Fleet insurance broking specialist, McCarron Coates, is warning passenger transport, freight and courier fleets to “assume the brace position” ahead of their next insurance renewal, as the long-anticipated alteration to the Discount (Ogden) Rate falls far short of insurers’ expectations.
The specialist broker to some of the country’s biggest fleets is warning operators not to be taken in by some editorial that has appeared in national newspapers this week, stating that insurance premiums should fall, following a move in the Discount Rate from minus 0.75% to minus 0.25%.
The Ogden Rate governs the discount an insurer receives when paying out large lump-sum compensation payments to those with life-changing injuries. Whilst a sum is awarded for each case, that is taken to be the sum that the injured party should receive over their lifetime, taking into account interest that can be earned on an invested lump sum.
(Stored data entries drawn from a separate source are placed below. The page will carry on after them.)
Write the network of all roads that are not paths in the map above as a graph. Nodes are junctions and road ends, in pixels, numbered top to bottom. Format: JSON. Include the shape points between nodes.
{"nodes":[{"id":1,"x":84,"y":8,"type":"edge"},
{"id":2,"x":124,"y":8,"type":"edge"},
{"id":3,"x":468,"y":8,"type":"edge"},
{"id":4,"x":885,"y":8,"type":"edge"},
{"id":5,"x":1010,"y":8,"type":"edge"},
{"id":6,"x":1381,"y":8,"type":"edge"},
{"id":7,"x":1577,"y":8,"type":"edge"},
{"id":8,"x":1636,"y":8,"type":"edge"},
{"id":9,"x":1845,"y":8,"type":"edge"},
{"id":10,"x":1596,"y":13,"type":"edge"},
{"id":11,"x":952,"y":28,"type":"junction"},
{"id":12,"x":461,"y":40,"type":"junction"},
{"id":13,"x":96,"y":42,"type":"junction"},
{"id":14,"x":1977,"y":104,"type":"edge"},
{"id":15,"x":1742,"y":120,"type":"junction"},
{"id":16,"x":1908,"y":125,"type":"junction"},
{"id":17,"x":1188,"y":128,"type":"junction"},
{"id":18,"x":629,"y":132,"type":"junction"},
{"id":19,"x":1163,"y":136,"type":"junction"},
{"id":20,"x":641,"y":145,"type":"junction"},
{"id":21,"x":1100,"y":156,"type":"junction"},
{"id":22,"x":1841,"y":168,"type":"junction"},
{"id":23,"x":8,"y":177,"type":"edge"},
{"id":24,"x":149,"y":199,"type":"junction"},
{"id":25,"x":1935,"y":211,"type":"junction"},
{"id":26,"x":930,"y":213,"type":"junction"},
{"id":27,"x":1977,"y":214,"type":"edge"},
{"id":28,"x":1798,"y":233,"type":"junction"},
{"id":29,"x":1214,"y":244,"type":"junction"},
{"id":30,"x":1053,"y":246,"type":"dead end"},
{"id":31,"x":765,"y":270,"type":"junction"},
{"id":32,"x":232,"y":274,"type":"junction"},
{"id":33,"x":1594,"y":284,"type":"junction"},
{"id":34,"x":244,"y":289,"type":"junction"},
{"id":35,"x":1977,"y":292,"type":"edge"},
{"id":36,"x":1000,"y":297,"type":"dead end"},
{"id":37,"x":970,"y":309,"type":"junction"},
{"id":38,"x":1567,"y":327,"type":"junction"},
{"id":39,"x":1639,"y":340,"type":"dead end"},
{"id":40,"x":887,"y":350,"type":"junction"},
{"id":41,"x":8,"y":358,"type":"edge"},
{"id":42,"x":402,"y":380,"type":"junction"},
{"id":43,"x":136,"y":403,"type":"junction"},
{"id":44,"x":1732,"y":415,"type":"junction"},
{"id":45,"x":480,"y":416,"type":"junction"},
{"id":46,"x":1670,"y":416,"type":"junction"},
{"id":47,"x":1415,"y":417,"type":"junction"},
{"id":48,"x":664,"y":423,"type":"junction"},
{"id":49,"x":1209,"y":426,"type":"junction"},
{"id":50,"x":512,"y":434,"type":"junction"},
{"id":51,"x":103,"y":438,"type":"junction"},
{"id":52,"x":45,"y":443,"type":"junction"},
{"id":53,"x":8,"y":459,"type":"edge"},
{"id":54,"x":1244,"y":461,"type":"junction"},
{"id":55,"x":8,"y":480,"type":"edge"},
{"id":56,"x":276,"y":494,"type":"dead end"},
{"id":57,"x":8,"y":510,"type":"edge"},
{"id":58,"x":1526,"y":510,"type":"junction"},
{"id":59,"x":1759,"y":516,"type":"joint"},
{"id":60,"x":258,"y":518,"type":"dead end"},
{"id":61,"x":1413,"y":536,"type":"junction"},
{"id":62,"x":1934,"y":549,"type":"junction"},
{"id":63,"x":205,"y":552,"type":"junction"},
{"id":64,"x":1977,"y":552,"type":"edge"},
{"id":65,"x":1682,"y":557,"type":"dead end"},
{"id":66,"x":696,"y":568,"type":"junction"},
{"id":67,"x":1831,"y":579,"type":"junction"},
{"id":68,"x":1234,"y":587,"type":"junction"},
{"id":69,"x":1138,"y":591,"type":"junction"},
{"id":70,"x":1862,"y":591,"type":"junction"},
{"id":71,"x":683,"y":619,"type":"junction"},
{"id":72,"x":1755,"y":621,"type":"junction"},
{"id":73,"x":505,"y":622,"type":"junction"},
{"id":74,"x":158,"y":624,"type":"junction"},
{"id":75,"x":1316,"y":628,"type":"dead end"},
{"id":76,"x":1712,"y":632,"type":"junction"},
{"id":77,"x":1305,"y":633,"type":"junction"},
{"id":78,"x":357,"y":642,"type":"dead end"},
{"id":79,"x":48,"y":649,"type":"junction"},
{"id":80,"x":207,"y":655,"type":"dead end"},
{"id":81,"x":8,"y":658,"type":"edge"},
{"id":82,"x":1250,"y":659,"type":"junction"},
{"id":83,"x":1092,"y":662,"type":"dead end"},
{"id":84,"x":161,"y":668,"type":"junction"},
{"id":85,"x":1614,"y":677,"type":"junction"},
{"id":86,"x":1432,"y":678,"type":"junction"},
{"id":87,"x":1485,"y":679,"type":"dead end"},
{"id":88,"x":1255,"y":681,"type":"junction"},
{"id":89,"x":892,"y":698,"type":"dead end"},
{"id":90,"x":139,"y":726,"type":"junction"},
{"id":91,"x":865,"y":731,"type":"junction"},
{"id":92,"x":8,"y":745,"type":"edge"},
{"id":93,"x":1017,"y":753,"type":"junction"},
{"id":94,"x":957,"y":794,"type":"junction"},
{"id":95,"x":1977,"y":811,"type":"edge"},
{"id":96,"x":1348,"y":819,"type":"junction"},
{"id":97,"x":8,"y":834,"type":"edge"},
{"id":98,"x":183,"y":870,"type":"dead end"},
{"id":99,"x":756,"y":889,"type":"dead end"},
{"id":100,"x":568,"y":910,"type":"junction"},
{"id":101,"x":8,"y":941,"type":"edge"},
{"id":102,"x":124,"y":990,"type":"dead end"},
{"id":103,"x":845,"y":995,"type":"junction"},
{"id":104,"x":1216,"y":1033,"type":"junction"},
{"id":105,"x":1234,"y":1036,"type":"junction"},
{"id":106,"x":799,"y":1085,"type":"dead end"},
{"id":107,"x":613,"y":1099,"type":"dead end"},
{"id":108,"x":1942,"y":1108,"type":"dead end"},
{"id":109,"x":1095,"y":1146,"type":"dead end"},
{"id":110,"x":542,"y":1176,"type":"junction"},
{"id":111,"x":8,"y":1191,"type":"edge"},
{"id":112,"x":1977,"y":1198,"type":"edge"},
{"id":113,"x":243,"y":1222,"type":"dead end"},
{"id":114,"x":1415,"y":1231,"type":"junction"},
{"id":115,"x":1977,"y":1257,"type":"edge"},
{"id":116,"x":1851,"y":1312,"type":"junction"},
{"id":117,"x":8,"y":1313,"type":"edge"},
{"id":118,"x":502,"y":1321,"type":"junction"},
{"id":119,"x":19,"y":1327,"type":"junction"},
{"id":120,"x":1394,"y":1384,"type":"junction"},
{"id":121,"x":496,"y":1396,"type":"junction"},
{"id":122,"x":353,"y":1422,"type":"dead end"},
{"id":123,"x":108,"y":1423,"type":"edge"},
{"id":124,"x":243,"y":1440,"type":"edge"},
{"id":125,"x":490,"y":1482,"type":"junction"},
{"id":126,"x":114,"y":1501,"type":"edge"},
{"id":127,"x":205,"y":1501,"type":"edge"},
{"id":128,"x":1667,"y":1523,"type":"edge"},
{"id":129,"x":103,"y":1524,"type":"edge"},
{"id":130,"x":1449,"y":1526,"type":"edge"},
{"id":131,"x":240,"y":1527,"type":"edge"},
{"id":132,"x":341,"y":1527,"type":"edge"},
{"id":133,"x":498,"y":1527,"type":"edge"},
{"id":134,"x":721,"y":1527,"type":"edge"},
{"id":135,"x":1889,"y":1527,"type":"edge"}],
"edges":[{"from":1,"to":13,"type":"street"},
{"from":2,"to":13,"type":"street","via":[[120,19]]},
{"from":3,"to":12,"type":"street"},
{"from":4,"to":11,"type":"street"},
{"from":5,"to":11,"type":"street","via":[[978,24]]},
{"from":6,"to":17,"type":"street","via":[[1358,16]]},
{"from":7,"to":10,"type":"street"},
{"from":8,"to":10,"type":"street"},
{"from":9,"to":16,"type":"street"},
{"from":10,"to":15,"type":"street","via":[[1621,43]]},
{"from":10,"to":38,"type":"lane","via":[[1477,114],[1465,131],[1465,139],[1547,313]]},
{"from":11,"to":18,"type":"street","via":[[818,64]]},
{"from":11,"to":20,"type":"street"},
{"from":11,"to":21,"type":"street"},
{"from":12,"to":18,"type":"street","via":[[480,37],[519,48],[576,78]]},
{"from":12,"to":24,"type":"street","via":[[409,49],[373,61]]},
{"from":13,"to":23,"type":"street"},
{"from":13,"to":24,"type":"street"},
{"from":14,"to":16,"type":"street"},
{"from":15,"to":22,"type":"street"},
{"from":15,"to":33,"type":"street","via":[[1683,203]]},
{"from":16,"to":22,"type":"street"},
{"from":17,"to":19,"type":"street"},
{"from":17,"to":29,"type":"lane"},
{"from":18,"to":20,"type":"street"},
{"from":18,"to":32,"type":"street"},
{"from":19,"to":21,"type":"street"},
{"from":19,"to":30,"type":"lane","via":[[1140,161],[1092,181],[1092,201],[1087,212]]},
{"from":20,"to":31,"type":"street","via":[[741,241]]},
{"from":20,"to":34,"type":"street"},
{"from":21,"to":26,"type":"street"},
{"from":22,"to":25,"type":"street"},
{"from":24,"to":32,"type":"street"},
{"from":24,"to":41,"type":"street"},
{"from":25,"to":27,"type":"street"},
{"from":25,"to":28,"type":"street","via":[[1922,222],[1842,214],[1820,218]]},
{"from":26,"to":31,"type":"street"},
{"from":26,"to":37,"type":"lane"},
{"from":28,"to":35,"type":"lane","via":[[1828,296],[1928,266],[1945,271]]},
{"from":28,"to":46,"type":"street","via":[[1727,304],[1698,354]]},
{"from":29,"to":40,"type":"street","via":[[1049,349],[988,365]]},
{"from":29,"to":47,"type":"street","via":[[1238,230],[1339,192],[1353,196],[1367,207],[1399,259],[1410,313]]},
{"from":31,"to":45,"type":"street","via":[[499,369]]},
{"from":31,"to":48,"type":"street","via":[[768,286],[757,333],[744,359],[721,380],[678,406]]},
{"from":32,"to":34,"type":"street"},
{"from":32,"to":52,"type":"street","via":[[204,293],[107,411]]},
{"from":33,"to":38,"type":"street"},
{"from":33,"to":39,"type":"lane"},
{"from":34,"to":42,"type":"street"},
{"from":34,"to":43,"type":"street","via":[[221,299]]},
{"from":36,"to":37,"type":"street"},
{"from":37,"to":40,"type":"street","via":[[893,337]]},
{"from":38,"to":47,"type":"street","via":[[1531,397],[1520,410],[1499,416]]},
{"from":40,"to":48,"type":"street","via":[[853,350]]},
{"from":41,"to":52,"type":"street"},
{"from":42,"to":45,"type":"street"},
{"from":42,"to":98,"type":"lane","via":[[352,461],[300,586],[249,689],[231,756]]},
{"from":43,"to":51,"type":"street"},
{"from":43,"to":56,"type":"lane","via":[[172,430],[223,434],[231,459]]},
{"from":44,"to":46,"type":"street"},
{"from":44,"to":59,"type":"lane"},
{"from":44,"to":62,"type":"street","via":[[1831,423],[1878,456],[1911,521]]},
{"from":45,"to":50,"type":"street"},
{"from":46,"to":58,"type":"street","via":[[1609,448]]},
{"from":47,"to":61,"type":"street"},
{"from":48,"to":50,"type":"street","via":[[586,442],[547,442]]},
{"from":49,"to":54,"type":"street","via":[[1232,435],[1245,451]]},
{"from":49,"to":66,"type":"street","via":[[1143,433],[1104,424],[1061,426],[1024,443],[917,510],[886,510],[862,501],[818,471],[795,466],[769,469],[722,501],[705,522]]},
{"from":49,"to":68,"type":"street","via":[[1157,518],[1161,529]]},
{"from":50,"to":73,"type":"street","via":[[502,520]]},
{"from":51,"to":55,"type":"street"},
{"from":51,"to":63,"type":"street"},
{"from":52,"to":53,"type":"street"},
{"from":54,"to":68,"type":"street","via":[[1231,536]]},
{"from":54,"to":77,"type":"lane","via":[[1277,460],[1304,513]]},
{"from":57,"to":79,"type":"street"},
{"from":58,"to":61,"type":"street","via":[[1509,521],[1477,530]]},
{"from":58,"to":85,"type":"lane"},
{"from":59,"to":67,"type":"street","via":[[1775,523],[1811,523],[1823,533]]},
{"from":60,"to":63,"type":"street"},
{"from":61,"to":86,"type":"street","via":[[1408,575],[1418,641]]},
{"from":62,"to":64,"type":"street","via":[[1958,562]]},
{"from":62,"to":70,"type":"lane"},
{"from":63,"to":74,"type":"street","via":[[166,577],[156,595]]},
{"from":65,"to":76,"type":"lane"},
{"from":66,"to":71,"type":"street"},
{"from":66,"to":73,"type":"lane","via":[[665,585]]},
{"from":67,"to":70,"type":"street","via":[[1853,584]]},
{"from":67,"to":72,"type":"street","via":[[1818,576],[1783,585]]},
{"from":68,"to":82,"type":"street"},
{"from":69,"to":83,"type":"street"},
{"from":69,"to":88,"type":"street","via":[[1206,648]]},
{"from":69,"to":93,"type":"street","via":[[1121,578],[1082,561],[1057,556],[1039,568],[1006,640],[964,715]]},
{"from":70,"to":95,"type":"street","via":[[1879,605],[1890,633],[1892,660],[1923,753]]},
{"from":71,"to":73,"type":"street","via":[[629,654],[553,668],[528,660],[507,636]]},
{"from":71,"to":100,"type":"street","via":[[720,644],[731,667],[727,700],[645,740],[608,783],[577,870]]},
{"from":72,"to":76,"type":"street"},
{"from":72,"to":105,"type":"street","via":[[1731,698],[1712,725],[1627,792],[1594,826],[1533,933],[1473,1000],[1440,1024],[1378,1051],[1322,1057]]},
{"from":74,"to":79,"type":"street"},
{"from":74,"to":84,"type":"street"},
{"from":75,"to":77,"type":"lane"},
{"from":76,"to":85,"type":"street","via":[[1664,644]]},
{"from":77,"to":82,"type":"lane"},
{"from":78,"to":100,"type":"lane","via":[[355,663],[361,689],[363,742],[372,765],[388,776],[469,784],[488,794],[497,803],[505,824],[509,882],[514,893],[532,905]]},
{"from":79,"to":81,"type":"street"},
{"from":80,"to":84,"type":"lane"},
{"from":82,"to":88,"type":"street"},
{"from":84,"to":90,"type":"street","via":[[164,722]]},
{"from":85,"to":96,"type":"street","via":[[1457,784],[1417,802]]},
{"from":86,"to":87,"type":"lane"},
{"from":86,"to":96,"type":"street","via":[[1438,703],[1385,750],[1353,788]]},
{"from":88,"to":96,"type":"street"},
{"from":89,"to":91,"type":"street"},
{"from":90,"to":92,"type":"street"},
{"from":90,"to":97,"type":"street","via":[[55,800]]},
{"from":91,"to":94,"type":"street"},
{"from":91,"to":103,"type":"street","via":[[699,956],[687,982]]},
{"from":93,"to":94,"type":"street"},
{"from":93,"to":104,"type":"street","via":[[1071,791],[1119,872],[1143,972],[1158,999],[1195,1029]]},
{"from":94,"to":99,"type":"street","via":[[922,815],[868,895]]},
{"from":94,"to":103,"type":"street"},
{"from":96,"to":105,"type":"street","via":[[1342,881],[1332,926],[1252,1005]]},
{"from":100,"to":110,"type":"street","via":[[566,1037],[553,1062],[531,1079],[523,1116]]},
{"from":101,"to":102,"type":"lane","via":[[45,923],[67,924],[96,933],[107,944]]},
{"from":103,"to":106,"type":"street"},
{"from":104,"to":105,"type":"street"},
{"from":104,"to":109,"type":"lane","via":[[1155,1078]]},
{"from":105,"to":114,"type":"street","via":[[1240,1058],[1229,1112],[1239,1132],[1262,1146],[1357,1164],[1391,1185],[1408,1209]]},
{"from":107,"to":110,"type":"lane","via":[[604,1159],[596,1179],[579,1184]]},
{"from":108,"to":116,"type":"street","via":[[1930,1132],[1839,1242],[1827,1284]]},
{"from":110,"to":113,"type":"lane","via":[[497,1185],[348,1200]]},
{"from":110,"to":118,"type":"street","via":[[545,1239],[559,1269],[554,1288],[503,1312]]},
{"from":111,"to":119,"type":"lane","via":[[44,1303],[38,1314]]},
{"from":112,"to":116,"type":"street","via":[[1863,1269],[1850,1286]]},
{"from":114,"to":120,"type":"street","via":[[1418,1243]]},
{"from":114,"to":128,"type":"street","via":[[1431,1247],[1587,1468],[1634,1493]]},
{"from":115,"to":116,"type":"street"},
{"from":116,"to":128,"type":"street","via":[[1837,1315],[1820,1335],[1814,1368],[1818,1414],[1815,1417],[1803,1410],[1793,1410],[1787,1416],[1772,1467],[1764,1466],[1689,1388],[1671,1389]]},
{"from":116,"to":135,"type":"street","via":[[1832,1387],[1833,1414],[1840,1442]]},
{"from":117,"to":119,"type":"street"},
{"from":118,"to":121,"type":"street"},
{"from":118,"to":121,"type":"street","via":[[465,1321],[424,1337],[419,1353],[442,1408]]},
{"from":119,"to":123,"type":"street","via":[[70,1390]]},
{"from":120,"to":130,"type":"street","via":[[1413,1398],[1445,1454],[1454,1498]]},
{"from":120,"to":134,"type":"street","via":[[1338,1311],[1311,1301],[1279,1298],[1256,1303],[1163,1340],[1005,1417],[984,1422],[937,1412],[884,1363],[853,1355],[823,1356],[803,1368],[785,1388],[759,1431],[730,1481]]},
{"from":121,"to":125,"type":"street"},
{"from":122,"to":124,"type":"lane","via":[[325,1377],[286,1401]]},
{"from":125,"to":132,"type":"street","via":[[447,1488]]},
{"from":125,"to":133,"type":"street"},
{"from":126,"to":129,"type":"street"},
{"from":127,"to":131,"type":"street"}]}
The insurer, therefore, pays out the amount that is the total awarded sum, minus what the Ogden Rate determines should be the interest that can be earned over the years ahead.
From August 5, such lump sum payments will be governed by an Ogden Rate calculation of minus 0.25%, rather than the current minus 0.75%. The latter was introduced to reflect low interest rates and the difficulty in a claimant actually reaching the total awarded sum through investment of their money.
Whilst, at face value, this is predicted to enable insurers to cumulatively save between £320m and £500m a year, the short-term impact is not predicted to be a favourable one for those seeking insurance in higher-risk sectors, like motor, where claims for liability can result in large settlements.
The reason is that the change in the Ogden Rate for those insured in England and Wales is not what the insurers expected it to be, with some justification given the trends in interest rates.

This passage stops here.